Overview of the Early Literacy Activity Center
The purpose of the Early Literacy Activity Center is:
- To promote early literacy skills; as well as
- Inspire children to explore and learn through self-discovery;
- Demonstrate the purpose of reading and writing and inspire children to explore;
- Demonstrate the purpose and power of print;
- Encourage social interactions and oral language development;
- Invite children to gradually understand print concepts;
- Provide practice with real life experiences that require reading; and
- Add an element of fun to the library – kids learn when they are having fun.
The Library of Virginia is using grant funds from LSTA (Library Services and Technology Act) to place at Early Literacy Activity Centers in public library buildings.
A video by Baltimore County Public Library will give you an ideal of the purpose and the model we are using to develop the early literacy learning stations.
Early Literacy Activity Centers will be placed only in those libraries that have expressed a desire to participate in the program.
- The Early Literacy Activity Center will be available in the children’s area during normal library hours.
- Some items will remain permanently in the Library and some will be on loan to the library.

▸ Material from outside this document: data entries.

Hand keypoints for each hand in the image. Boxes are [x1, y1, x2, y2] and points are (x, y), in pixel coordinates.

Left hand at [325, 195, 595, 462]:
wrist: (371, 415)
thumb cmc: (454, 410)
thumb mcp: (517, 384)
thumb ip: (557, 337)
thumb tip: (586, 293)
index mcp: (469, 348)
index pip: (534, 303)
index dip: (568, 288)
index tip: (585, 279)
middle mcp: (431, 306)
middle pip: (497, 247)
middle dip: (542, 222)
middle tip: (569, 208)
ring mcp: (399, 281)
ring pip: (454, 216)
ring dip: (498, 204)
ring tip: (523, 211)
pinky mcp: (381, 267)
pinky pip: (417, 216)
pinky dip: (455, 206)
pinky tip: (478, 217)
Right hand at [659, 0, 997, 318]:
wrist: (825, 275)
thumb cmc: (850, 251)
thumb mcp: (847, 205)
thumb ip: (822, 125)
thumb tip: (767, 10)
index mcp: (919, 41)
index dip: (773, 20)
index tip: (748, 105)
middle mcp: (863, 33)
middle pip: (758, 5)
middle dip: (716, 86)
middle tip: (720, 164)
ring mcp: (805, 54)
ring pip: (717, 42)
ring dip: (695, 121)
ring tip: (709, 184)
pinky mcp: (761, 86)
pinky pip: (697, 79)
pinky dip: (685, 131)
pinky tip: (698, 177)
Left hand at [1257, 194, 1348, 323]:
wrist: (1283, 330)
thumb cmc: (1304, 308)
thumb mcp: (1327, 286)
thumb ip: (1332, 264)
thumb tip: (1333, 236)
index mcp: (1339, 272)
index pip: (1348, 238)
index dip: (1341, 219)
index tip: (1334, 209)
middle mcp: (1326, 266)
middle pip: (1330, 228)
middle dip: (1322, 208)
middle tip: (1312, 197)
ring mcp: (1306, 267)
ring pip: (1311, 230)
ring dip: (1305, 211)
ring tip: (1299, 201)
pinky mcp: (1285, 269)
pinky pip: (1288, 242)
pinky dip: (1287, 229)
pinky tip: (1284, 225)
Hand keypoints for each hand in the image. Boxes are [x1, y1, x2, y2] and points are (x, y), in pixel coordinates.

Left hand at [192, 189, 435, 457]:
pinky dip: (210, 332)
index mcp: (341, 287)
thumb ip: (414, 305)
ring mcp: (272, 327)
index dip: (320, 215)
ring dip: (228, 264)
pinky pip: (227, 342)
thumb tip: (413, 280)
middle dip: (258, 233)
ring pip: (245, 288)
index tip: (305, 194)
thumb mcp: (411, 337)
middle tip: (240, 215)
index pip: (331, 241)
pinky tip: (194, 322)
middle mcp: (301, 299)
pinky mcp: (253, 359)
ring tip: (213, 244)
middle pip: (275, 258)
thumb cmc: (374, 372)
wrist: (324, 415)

The Early Literacy Activity Center rotating materials will brought to the Regional Youth Services Meeting (March/April/May) and Youth Services Meeting in Richmond (August/September), and directors may pick up the materials for their Early Literacy Activity Centers at annual director’s meeting in Spring (Graves Mountain) or Fall.
- Libraries unable to bring materials or pick up materials will be expected to contact the Library of Virginia in advance to arrange for an agreed-upon method of picking up or delivering the materials. This may include mailing items to the Library of Virginia; delivering items to the Library of Virginia; or, having another library staff deliver materials. The Library of Virginia will make arrangements for getting your library its next materials for the Early Literacy Activity Center.
- All items are to be inventoried by the library before delivery to a new library. We recommend that all items be inventoried by the receiving library, also. After the tradeoff, libraries have two weeks to report any lost or damaged items.
- Items are to be cleaned on a regularly and frequently.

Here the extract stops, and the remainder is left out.